··· PROVIDED ENTRIES ···

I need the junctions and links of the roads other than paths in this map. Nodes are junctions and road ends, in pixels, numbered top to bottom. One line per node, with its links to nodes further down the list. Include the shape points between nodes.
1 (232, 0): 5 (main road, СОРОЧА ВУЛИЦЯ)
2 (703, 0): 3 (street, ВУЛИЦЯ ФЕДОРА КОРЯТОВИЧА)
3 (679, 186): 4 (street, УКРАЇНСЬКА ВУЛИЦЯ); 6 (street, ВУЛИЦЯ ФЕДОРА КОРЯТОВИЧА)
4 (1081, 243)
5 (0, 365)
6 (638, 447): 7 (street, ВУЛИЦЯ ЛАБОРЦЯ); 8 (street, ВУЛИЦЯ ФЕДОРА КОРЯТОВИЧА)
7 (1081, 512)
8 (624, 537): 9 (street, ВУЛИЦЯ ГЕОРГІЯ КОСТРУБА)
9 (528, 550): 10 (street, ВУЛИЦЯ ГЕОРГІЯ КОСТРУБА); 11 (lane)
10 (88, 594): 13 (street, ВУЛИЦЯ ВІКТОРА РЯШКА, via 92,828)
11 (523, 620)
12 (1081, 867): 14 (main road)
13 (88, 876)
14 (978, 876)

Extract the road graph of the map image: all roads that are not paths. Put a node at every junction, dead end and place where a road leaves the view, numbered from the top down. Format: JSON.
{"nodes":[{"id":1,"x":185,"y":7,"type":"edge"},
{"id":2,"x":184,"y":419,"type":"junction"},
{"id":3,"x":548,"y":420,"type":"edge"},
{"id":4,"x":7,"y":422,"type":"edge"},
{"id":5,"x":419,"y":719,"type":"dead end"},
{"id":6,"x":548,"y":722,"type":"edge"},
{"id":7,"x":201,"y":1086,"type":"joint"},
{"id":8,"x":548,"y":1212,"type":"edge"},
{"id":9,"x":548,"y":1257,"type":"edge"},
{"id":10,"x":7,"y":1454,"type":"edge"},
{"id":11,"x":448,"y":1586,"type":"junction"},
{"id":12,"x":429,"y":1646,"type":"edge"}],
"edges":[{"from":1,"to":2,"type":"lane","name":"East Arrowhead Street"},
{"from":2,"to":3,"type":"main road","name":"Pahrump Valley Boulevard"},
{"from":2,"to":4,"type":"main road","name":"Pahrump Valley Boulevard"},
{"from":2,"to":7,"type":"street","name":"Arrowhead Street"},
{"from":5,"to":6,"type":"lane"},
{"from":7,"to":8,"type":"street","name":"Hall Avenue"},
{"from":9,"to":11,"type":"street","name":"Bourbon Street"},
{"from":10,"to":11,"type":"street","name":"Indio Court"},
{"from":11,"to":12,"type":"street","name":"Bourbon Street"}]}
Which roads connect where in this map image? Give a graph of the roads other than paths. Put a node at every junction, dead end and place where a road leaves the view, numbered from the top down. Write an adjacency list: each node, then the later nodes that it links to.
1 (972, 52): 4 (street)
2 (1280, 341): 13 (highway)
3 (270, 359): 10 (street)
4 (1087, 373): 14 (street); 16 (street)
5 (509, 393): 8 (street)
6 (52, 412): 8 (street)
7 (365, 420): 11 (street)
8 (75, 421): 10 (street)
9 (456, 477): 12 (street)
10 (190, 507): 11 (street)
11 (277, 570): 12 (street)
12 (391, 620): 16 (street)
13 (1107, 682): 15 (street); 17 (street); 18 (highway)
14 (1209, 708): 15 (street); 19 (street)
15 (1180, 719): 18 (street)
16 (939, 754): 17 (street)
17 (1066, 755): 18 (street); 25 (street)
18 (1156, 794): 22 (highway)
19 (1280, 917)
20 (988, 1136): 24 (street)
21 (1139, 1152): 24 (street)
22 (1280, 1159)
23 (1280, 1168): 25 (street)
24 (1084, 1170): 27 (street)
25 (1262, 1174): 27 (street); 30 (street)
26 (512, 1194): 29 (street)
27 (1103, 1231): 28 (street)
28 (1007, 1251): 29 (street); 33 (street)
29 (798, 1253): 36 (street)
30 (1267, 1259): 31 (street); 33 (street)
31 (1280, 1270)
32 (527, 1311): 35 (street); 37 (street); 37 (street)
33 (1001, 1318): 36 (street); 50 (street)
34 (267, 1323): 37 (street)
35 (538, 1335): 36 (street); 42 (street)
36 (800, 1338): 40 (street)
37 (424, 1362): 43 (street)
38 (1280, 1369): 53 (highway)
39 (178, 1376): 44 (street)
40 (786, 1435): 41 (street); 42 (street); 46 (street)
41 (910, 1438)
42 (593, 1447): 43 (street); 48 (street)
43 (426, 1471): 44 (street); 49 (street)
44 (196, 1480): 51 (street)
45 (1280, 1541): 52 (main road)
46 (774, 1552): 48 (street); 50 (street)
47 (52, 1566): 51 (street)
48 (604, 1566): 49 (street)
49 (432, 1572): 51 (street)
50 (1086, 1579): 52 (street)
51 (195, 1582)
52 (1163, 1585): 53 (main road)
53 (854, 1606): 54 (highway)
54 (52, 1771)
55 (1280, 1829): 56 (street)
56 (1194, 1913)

···

## TASK DETAILS
The response must give every line from the material above that holds the string "Arrowhead".

## EXERCISE RESULT
"edges":[{"from":1,"to":2,"type":"lane","name":"East Arrowhead Street"},
{"from":2,"to":7,"type":"street","name":"Arrowhead Street"},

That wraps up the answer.